Long-range ordering is typically associated with a decrease in disorder, or entropy. Yet, it can also be driven by increasing entropy in certain special cases. In a recent DOE-funded study, researchers demonstrated that certain artificial spin-ice arrays—nanomagnets lithographically patterned to form Tetris-like shapes—can produce such entropy-driven order.
“Sometimes when things are complicated and messy, they force other things to be simpler and more orderly,” said Cristiano Nisoli, a theoretical physicist at Los Alamos National Laboratory and co-author of the study. “With this simple system, we can explore precisely how disorder in one area can lead to order in another, and then we can apply the lessons to more complex systems.”
“Tetris ice” is a frustrated system—that is, competing magnetic interactions prevent the system from settling into a single low-energy configuration. It is conceptually related to water ice, which retains this kind of intrinsic randomness (residual entropy) even at absolute zero. The tetris ice was designed by researchers at Los Alamos and fabricated by a group at Yale, in collaboration with groups at the University of Minnesota and Liverpool University.

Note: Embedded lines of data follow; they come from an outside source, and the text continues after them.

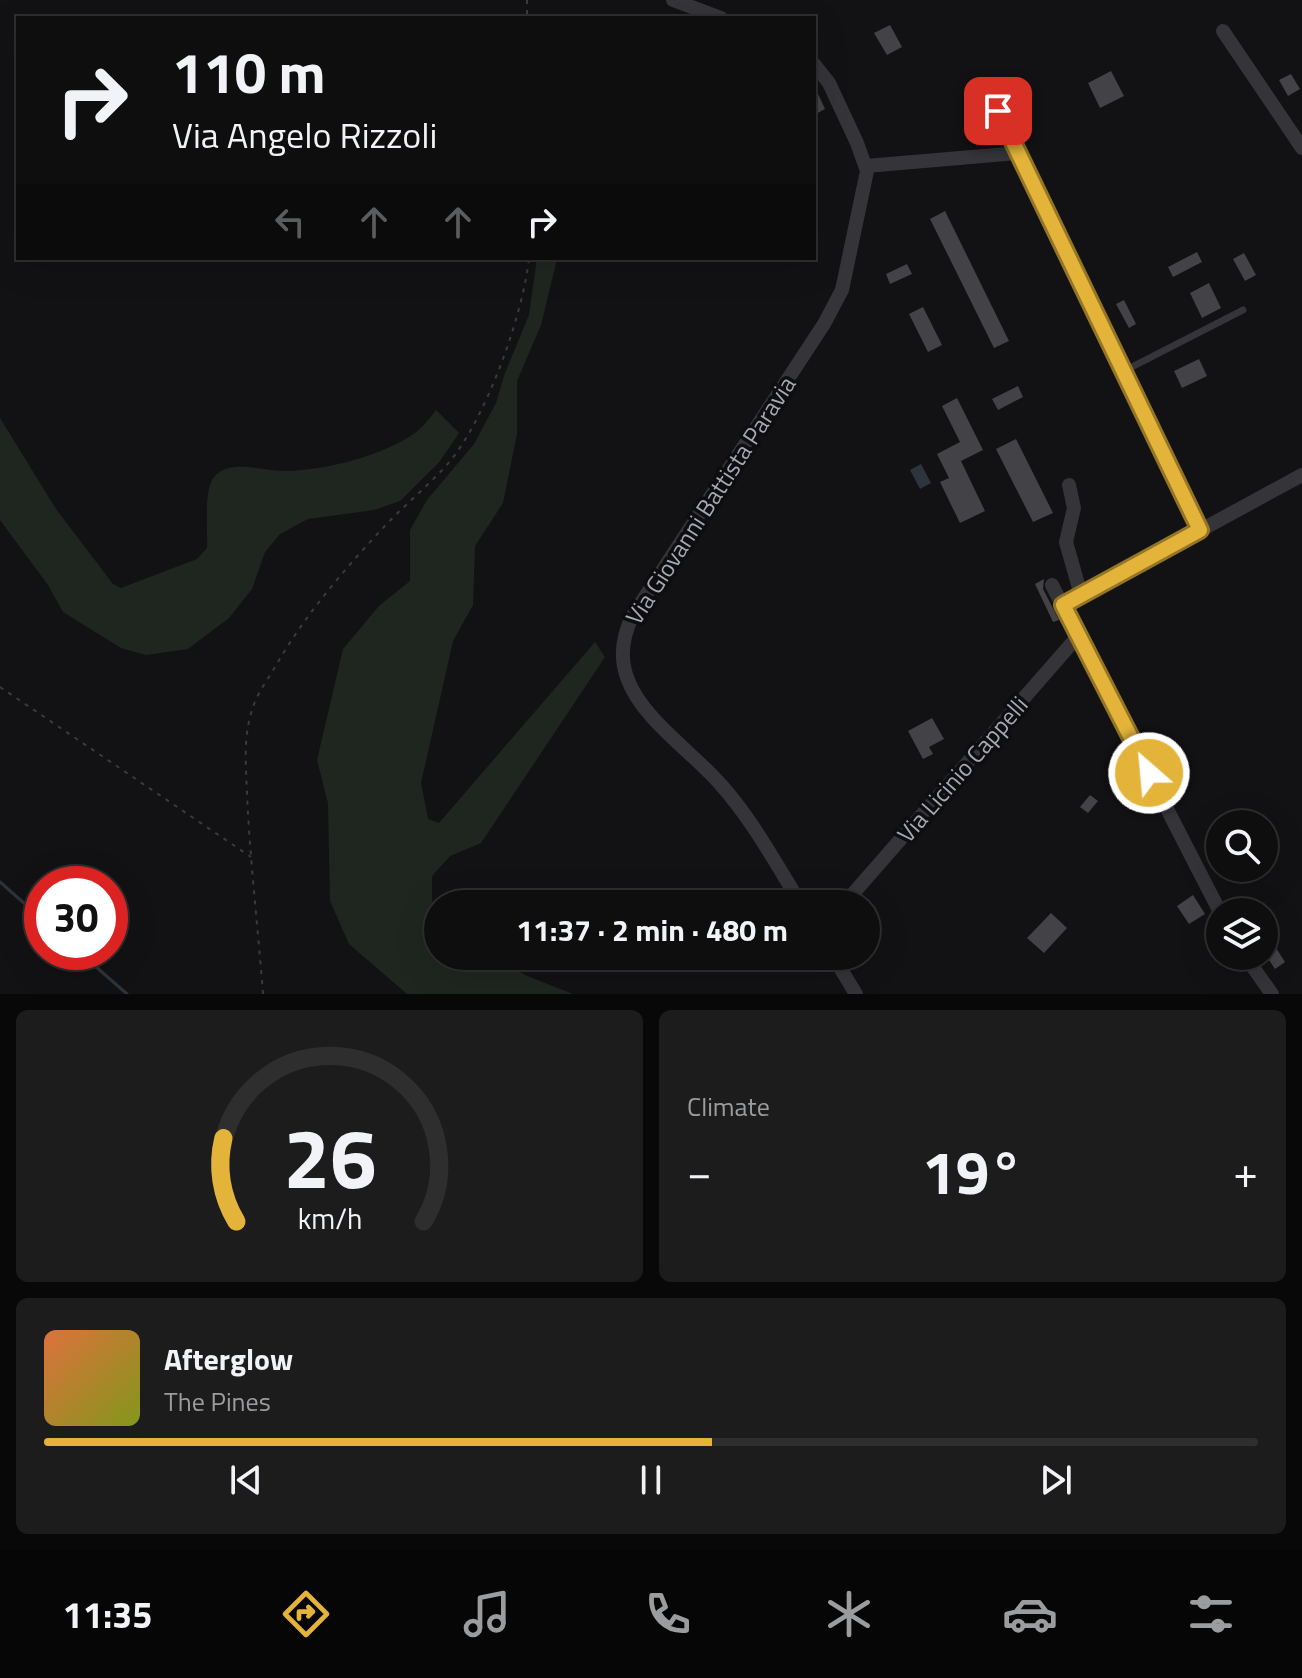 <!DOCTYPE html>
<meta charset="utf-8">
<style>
body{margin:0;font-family:"Titillium Web",sans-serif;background:#1c1c1d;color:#f1f3f6;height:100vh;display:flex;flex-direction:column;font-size:30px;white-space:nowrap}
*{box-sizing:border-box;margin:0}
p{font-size:26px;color:#9b9c9e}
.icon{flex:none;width:44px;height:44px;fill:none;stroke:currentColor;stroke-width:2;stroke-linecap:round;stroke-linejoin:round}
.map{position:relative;height:994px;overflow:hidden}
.side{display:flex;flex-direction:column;gap:16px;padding:16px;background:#080808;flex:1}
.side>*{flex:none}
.banner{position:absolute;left:16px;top:16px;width:800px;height:244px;border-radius:0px;box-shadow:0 8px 32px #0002,0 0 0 2px #2e2e2f;background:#0e0e0f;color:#f1f3f6;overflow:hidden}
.controls{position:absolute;left:1206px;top:810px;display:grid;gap:16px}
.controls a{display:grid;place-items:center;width:72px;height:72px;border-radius:50%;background:#0e0e0f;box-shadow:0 8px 32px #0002,0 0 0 2px #2e2e2f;font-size:40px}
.speed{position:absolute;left:24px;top:866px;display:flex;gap:16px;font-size:40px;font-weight:700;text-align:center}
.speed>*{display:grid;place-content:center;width:104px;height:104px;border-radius:50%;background:#0e0e0f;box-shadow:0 8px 32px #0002,0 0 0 2px #2e2e2f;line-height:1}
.speed .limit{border:12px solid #d22;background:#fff;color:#111}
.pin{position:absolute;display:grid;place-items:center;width:68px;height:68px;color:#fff;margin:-34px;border-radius:16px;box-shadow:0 4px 12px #0006}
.me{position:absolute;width:88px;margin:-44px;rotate:333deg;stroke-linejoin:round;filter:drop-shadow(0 0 6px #0008)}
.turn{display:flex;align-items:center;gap:28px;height:168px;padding:0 24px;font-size:36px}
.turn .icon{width:104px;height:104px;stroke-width:2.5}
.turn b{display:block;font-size:56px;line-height:68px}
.lanes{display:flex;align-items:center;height:76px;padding:0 24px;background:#0003;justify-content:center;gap:40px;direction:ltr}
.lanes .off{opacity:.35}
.big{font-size:60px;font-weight:700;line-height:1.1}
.side .widget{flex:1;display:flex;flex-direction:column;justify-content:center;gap:12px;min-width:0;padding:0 28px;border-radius:12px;background:#1c1c1d}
.side .dial{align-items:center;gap:0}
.dial svg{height:208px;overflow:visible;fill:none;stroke:#2e2e2f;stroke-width:7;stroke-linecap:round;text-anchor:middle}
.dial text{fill:#f1f3f6;stroke:none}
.song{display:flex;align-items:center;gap:24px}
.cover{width:96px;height:96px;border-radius:12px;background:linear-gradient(135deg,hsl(20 70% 55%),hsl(70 70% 35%))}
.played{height:8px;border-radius:4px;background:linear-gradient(90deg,#e4b43a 55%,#2e2e2f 55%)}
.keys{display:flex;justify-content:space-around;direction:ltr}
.heat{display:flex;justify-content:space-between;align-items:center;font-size:44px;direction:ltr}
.side .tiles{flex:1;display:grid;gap:16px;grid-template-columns:1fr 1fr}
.widget:last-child{grid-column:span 2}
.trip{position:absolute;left:424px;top:890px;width:456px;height:80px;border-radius:40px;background:#0e0e0f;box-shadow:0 8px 32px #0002,0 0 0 2px #2e2e2f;font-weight:700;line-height:80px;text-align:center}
.tab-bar{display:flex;height:128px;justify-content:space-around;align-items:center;background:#060606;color:#9b9c9e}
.tab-bar .icon{width:56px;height:56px}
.tab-bar .selected{color:#e4b43a}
.tab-bar b{font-size:36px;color:#f1f3f6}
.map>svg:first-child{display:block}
.green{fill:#1f2620}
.water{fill:#2d343b}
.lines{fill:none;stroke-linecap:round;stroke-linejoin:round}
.stream{stroke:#2d343b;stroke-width:3}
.building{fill:#424247}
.path{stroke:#3a3b3f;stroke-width:2;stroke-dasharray:4 6;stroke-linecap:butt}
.lane{stroke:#343439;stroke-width:7}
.street{stroke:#343439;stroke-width:14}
.route-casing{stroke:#947526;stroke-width:20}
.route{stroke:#e4b43a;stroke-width:14}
.labels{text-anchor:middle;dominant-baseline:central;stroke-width:7;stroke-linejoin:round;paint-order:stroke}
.street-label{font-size:24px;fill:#a5a9b3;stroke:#0e0d0f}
</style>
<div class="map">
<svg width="1302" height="994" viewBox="0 0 1302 994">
<rect width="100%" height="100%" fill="#121214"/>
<!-- green -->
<g class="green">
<polygon points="537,258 557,259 541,325 517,381 517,434 503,503 475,546 473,605 453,641 421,783 428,819 439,823 595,642 605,657 481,843 450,856 432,876 432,901 438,913 438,956 495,956 525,975 573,994 407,994 349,944 330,901 328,803 317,760 343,649 379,606 410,581 410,530 427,500 474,444 496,403 505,373 529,315"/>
<path d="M436,410L459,433L440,461L400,501L374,510L308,519L280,534L265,552L252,589L229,618L188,649L146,655L121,648L63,612L48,585L0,520V418L56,509L113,584L121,588L197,559L207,548C208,531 203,488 215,476C231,458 265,472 286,471C327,470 382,456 415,433C423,427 430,418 436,410Z"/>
</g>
<!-- water -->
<polygon class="water" points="921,464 931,483 920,489 910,470"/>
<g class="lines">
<!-- stream -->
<g class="stream">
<polyline points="0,882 42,919"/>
<polyline points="79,952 127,994"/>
</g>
</g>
<!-- building -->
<g class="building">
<polygon points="890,25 902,47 887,55 874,33"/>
<polygon points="1111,71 1124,96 1100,108 1088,83"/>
<polygon points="1291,74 1300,89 1288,96 1279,80"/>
<polygon points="814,85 825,109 814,115"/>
<polygon points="945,211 1009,341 994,348 930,219"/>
<polygon points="1197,252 1202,262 1173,277 1168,267"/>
<polygon points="1244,253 1256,275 1245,281 1233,259"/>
<polygon points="907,264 912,274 890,284 886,274"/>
<polygon points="1209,283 1221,308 1202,318 1190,293"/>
<polygon points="1124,300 1136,324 1129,328 1116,304"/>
<polygon points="923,307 942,345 928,352 909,314"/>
<polygon points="1199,359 1207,376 1182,388 1174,371"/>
<polygon points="1018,386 1023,397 998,410 992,399"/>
<polygon points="957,398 983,450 961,461 985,511 960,523 940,482 949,478 937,454 960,442 942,406"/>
<polygon points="1016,439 1053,513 1033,522 996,449"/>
<polygon points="1044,579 1043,589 1059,620 1053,622 1035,584"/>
<polygon points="932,718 944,739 929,747 933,754 923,759 908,731"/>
<polygon points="1090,795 1098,801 1088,813 1080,807"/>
<polygon points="1193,895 1205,914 1189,924 1177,906"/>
<polygon points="1051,913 1067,928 1044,953 1027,938"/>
<polygon points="1264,929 1285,962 1275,969 1267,957 1264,960"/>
</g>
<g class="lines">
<!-- path -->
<g class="path">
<polyline points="527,0 527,18"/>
<polyline points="0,687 251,857"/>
<path d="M263,994C258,928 250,861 247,794C246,766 243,738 252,710C257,693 269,678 278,662C306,614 344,570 382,529C404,505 430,485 451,460C487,415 523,315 529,258"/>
</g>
<!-- lane -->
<polyline class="lane" points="1124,371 1243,310"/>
<!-- street -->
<g class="street">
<polyline points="673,0 721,18"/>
<polyline points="1223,31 1302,148"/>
<polyline points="998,111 1200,530"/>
<polyline points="866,166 1019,153"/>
<polyline points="1069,485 1074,508 1066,542 1081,595"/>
<polyline points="1052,585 1220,912"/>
<polyline points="1063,605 1302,475"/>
<path d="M801,904C776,864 753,821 722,786C694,753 643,720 628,680C619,658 623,635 633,615L824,324L842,290L867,171L857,143L829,83L814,64"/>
<polyline points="844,904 1079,635"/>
<polyline points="833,956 856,994"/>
<polyline points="1245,956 1272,994"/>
</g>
</g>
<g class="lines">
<defs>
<polyline id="route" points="998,111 1200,530 1063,605 1149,773"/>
</defs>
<!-- route casing -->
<use href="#route" class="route-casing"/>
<!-- route -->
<use href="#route" class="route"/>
</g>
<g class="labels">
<!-- street labels -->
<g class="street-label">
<text transform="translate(710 500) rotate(-57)">Via Giovanni Battista Paravia</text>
<text transform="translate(962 769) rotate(-49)">Via Licinio Cappelli</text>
</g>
</g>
</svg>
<div class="controls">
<a><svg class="icon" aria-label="search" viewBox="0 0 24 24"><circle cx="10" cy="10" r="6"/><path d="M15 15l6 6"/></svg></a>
<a><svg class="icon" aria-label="layers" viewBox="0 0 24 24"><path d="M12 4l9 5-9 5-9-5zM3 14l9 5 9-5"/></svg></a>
</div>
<div class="speed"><div class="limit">30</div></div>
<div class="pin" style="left:998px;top:111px;background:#d93025"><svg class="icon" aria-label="arrive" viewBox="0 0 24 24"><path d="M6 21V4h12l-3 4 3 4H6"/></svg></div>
<svg class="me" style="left:1149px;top:773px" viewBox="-20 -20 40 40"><circle r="17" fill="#e4b43a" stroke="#fff" stroke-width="3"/><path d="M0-11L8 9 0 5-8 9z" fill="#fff"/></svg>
<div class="trip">11:37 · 2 min · 480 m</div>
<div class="banner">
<div class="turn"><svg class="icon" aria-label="right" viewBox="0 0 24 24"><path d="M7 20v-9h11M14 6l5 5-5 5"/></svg><div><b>110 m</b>Via Angelo Rizzoli</div></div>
<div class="lanes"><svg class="icon off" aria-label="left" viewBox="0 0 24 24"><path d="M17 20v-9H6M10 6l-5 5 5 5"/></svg><svg class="icon off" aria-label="ahead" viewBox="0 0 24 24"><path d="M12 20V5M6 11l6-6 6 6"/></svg><svg class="icon off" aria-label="ahead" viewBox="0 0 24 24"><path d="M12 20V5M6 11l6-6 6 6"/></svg><svg class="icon" aria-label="right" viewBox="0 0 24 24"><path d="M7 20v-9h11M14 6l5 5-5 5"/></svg></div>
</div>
</div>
<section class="side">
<div class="tiles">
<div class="widget dial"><svg viewBox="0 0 100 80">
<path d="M14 69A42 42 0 1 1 86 69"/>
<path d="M14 69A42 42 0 0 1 9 37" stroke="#e4b43a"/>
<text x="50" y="56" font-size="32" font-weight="700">26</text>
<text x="50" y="72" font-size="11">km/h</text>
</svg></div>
<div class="widget"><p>Climate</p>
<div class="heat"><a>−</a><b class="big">19°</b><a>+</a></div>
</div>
<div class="widget">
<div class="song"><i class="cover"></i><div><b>Afterglow</b><p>The Pines</p></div></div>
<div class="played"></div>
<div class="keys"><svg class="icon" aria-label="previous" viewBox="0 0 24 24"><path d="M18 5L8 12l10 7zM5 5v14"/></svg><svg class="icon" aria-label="pause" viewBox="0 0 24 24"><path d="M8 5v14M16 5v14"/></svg><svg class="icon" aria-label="next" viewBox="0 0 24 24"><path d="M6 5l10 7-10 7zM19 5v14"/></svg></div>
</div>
</div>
</section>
<nav class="tab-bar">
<b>11:35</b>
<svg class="icon selected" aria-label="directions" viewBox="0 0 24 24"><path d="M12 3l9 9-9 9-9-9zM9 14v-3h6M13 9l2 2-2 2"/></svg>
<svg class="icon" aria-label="music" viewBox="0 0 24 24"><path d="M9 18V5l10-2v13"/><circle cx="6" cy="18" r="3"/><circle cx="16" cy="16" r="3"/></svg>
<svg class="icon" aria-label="phone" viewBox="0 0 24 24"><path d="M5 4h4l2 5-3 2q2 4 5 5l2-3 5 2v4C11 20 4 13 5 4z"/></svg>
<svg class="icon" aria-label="climate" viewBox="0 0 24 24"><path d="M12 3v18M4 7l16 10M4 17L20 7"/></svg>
<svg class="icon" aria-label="car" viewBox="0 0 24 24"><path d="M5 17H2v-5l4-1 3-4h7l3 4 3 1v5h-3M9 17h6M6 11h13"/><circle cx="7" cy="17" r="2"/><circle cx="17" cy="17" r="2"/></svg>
<svg class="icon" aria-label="filters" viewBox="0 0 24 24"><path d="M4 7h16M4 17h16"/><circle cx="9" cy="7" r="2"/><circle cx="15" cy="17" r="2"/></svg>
</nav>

To probe the unusual effects of tetris ice, the researchers used photoemission electron microscopy (PEEM) with x-ray magnetic circular dichroism (XMCD) contrast at Beamline 18.104.22.168 of the Advanced Light Source. Combined with computer simulations, the results revealed that, at its lowest energy, the system consists of two subsystems of alternating stripes—backbones and staircases.
“It turns out that disorder in the staircases can drive order between backbones” said Peter Schiffer, a professor of physics at Yale and co-author of the study. “Related phenomena have been observed in very different systems, but the observation in artificial spin ice opens a new door to studying this apparently paradoxical idea.”
Artificial spin ice structures have been proposed as platforms for information storage and computers that mimic how the human brain works. More broadly, natural frustrated magnets with similar unusual behavior can be hard to synthesize in pure form, and they demonstrate their exotic properties at narrow (often inconvenient) ranges of temperature or applied field. The ability to create magnets with interesting peculiar behaviors enables the exploration of fundamental concepts in physics with potentially broad significance.
H. Saglam, A. Duzgun, A. Kargioti, N. Harle, X. Zhang, N.S. Bingham, Y. Lao, I. Gilbert, J. Sklenar, J.D. Watts, J. Ramberger, D. Bromley, R.V. Chopdekar, L. O’Brien, C. Leighton, C. Nisoli, and P. Schiffer, “Entropy-driven order in an array of nanomagnets,” Nat. Phys. 18, 706 (2022), doi:10.1038/s41567-022-01555-6 (2022).